Пошли публичные диспуты о равенстве и о неравенстве. Одни (меньшинство) стояли за первое, другие (большинство) — за второе. Мужья, любившие своих жен, находили их лучшими в мире и с презрительным снисхождением, едва скрывая свои чувства, смотрели на других женщин. Любящие жены, в свою очередь, находили, что их мужья умнее и во всех отношениях лучше других. Матери находили, что лучше их детей и быть не может, то есть каждая мать думала так о своих отпрысках, глядя на чужих как на существ неизмеримо низших. Дети с самого рождения также были пропитаны еретическими убеждениями, что их отцы и матери лучше всех остальных родителей на свете.

Вообще, со всех точек зрения, семья оказывалась нашим врагом. У одного, действительно, была прелестная жена и двое благонравных детей, а его соседу выпала на долю сварливая грымза и одиннадцать озорных бездельников. В чем же тут было равенство?

Кроме того, в одной семье горевали, а в другой — радовались. В одной хижине горько плачут перед маленьким гробиком осиротевшие муж и жена, в другой, рядом, супружеская чета радостно смеется, глядя на то, как гримасничает ребенок, стараясь сунуть себе в рот собственную ногу. Какое это равенство? Может ли общество, в котором существовали подобные противоположности, считаться нормальным?

Такие вопиющие несообразности терпеть больше было нельзя. Мы поняли, что семейная любовь мешала нам на каждом шагу, что именно в ней мы и имели самого сильного врага. Это глупое чувство делало равенство людей невозможным. Оно вело за собой в пестрой смеси радость и горе, мир и тревогу. Оно разрушало привитые нами с таким огромным трудом новые верования людей и подвергало страшной опасности все человечество. Ввиду этого мы нашли нужным уничтожить любовь.

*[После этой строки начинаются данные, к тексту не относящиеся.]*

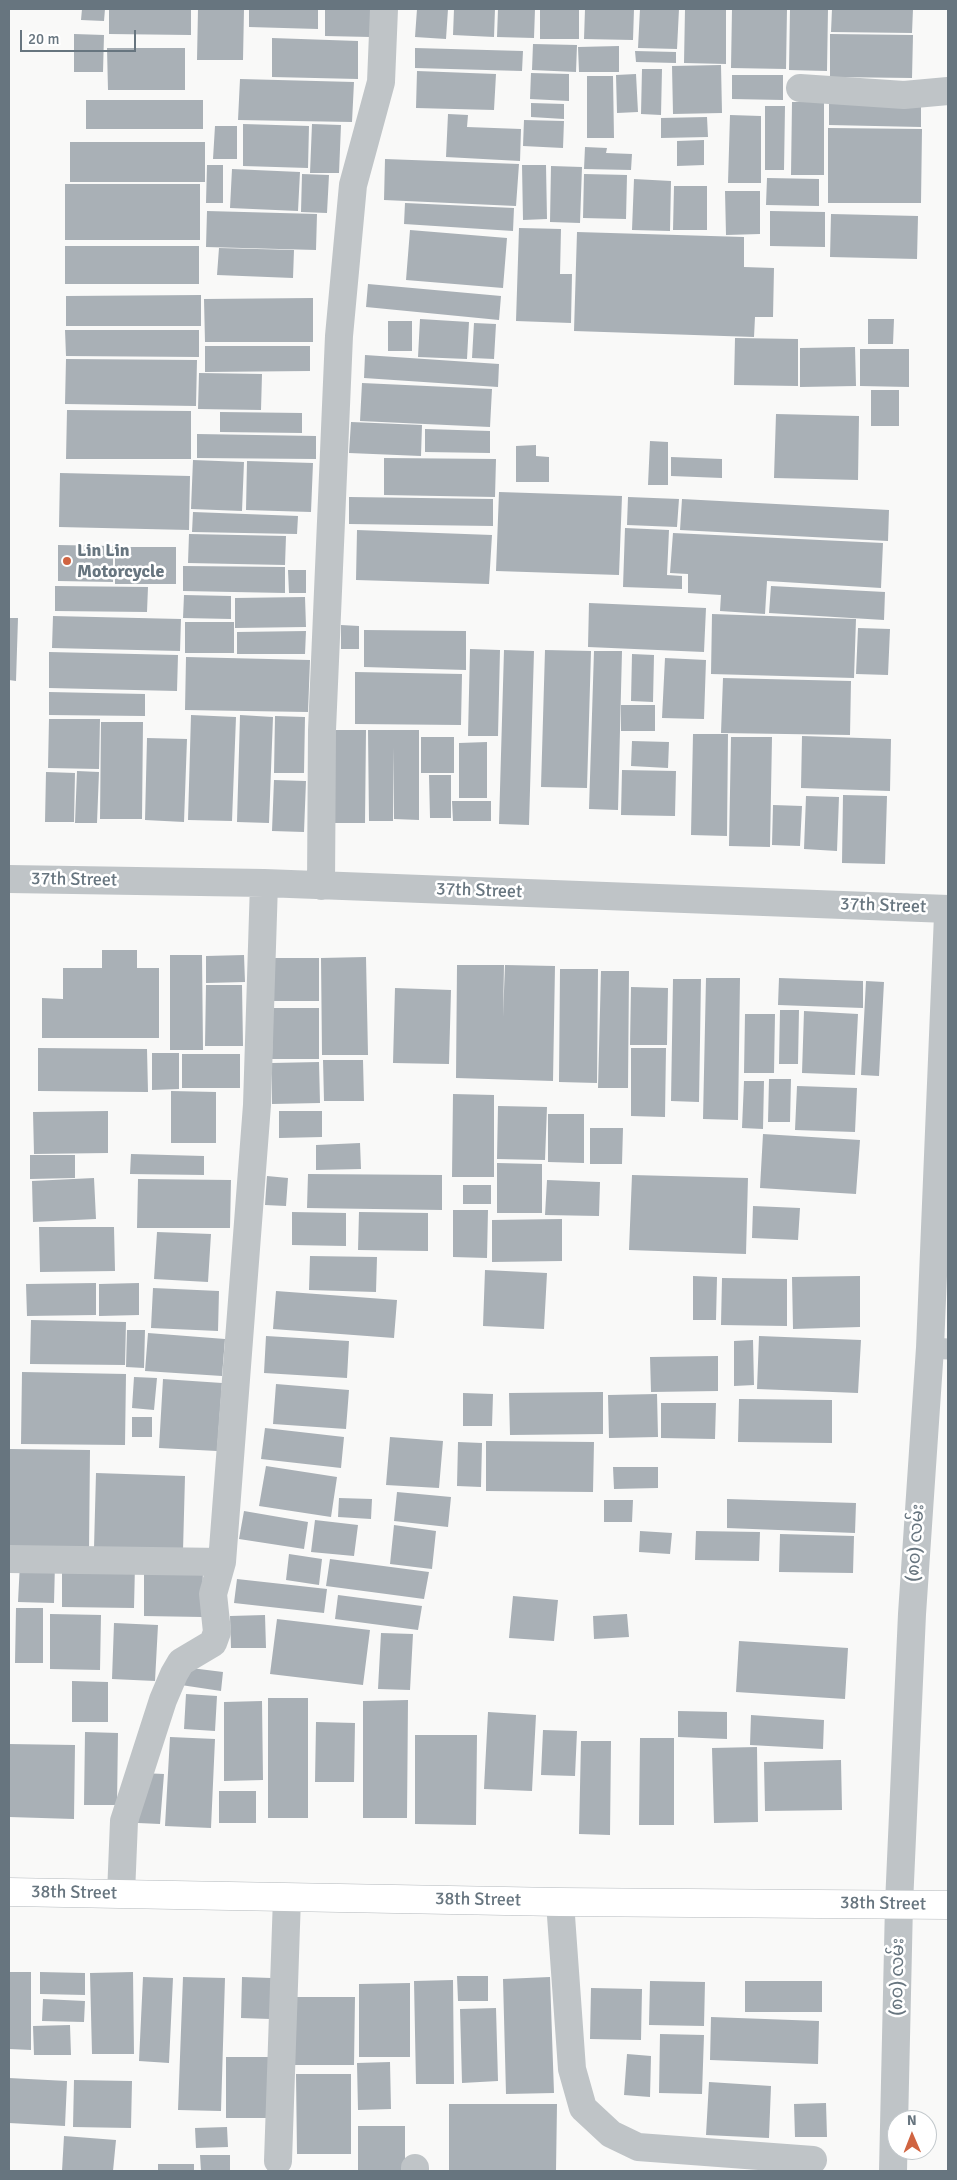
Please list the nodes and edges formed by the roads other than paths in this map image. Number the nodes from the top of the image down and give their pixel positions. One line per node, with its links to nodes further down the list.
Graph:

В настоящее время у нас нет семьи, зато нет и семейных тревог; нет любовных историй — нет и любовных страданий; нет любовных восторгов — нет и терзаний ревности; нет поцелуев — нет и слез.

Теперь мы наслаждаемся настоящим равенством, освободившись от всех радостей, зато и от всех горестей семейной жизни, — с самодовольством закончил свою длинную речь мой спутник.

— Да, разумеется, при таких условиях у вас должны быть удивительные тишь и гладь, — заметил я и продолжал: — Но скажите, пожалуйста, — я спрашиваю с чисто научной точки зрения, — какими же путями возмещается у вас естественная убыль в населении? Или вы сделались бессмертными и…

— Ну нет, тайны приобретения бессмертия мы пока еще не открыли, — поспешил заявить мой спутник. — У нас умирают, как и встарь, хотя и в других условиях и пропорциях, а причиненную этим убыль мы возмещаем совершенно просто, тем же способом, каким в ваше время производилось размножение коров, лошадей и прочих домашних животных, в которых вы нуждались. Ежегодно, весною, мы некоторое время разрешаем обоим полам жить вместе, причем необходимое количество рождений устанавливаем заранее. Новорожденные тщательно воспитываются под медицинским руководством и наблюдением. Лишь только явившись на свет, они отбираются от своих родительниц, во избежание пагубной для равенства материнской любви, и помещаются в государственные воспитательные дома, откуда их своевременно отдают в общественные школы, где они пребывают до четырнадцатилетнего возраста. В этом возрасте они подвергаются экспертизе специалистов, по решению которых подготовляются к тому или другому делу, смотря по открытым у них способностям. Двадцати лет их заносят в списки взрослых граждан, причем им дается право голоса. Между мужчинами и женщинами не делается никаких различий; оба пола пользуются совершенно одинаковыми правами.

— Какими же, собственно? — осведомился я.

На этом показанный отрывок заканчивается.